====== RECORD SET

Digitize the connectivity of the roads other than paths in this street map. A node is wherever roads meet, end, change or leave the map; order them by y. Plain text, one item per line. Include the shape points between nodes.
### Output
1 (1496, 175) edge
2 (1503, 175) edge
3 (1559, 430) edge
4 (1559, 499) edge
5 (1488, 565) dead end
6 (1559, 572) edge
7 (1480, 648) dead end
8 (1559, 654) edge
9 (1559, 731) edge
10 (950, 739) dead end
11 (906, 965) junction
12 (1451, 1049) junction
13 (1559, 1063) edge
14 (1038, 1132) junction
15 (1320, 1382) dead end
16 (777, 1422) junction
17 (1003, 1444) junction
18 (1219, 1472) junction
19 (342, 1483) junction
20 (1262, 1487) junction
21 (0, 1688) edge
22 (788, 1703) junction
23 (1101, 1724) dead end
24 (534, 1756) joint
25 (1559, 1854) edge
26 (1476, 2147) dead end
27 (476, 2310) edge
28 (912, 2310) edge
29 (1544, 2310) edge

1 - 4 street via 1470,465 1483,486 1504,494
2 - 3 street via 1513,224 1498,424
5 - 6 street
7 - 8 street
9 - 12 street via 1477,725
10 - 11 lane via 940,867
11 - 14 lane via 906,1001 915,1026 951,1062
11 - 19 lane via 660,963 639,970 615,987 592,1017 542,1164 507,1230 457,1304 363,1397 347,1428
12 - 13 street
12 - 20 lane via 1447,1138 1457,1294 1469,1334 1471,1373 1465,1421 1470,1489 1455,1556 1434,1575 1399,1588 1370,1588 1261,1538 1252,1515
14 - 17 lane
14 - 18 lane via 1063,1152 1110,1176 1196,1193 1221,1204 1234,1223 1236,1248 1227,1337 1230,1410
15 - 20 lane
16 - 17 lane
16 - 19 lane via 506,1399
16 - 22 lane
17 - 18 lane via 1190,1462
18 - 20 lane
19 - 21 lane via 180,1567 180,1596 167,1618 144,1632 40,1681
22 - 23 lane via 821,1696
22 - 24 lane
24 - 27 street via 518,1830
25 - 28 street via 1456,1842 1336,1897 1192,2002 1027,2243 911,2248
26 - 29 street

============
====== RECORD SET

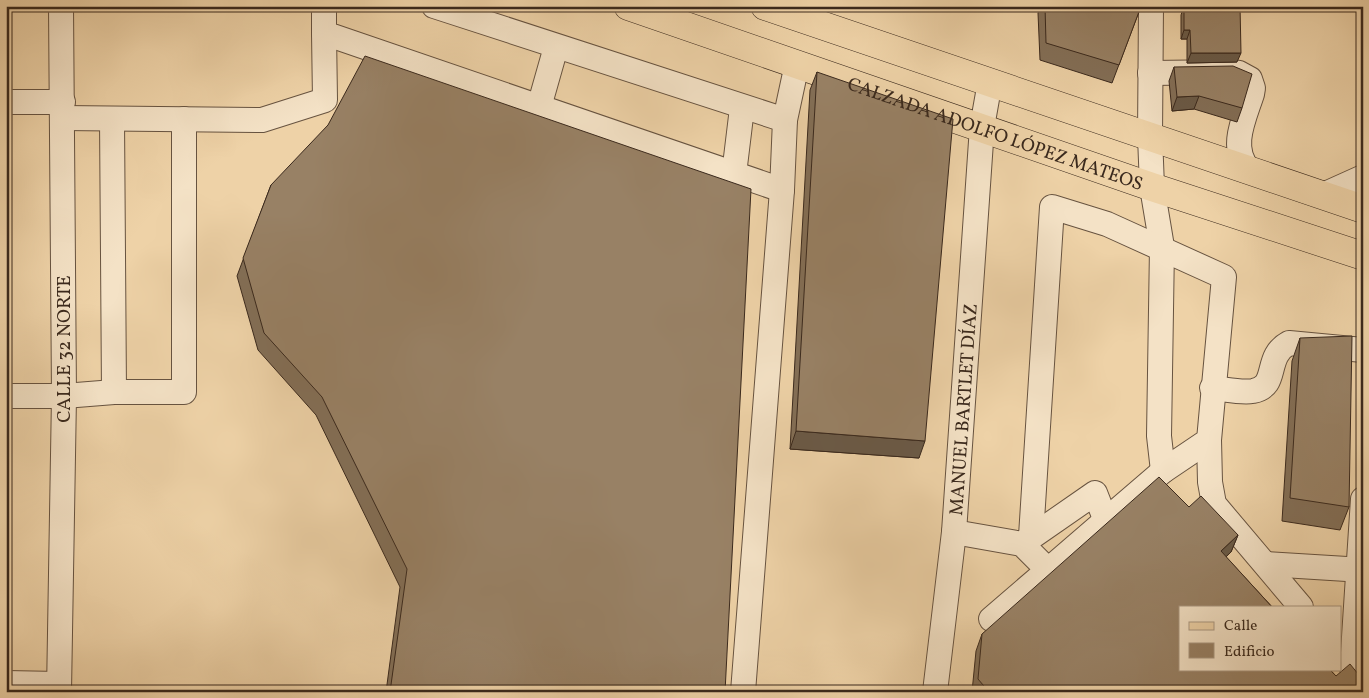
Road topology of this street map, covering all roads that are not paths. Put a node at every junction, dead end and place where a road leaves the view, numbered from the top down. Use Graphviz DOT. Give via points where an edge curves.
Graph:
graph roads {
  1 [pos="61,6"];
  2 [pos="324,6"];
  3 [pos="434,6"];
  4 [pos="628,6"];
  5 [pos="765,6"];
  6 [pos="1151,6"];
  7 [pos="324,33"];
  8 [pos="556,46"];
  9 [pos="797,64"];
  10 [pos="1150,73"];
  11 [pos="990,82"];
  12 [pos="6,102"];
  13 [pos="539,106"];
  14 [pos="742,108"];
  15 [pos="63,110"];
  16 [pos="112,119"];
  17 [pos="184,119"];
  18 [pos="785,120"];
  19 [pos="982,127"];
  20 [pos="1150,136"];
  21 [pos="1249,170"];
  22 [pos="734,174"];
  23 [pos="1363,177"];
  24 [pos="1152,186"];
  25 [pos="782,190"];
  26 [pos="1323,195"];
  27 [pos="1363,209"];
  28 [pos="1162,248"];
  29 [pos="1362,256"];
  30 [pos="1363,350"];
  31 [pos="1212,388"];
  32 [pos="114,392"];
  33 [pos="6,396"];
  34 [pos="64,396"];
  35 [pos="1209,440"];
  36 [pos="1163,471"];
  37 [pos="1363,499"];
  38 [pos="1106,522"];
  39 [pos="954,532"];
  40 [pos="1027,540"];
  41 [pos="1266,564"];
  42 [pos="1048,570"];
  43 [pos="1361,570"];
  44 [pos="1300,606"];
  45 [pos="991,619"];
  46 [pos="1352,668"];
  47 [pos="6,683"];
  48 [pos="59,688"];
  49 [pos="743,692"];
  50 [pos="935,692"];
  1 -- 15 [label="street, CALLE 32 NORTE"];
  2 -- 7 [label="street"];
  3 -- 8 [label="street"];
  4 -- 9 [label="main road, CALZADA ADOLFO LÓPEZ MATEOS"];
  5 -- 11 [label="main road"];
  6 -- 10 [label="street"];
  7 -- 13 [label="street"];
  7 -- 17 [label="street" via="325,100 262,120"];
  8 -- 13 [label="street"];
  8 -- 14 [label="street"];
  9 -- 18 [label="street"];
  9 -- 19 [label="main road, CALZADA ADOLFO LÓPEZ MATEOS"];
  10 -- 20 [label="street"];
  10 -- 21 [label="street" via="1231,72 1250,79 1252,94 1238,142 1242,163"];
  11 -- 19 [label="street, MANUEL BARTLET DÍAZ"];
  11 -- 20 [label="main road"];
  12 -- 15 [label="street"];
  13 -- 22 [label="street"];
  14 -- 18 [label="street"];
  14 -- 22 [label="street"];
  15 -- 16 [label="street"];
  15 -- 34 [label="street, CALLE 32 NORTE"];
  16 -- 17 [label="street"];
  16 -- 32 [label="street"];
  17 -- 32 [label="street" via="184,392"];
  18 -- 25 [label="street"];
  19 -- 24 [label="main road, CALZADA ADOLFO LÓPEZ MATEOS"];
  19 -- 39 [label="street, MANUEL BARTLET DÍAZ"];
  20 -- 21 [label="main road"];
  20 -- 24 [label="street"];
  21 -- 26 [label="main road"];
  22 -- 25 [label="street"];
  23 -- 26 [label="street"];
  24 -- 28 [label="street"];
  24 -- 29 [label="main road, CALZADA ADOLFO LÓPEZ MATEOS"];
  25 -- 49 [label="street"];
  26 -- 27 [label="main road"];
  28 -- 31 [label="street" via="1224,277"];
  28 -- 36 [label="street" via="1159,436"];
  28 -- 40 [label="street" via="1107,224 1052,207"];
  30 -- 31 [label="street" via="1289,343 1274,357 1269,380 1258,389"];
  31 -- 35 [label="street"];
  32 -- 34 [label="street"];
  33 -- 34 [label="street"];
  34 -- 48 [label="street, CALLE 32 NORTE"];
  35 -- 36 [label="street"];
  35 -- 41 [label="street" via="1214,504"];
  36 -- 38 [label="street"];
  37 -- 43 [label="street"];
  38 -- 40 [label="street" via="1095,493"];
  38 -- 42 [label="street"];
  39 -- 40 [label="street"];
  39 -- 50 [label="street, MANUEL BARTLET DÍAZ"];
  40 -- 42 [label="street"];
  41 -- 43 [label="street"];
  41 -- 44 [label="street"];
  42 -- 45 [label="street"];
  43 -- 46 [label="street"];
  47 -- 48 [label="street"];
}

============

EXERCISE PROMPT: Copy all lines of the preceding data that hold the word "main".

ANSWER TO THE PROBLEM:
  4 -- 9 [label="main road, CALZADA ADOLFO LÓPEZ MATEOS"];
  5 -- 11 [label="main road"];
  9 -- 19 [label="main road, CALZADA ADOLFO LÓPEZ MATEOS"];
  11 -- 20 [label="main road"];
  19 -- 24 [label="main road, CALZADA ADOLFO LÓPEZ MATEOS"];
  20 -- 21 [label="main road"];
  21 -- 26 [label="main road"];
  24 -- 29 [label="main road, CALZADA ADOLFO LÓPEZ MATEOS"];
  26 -- 27 [label="main road"];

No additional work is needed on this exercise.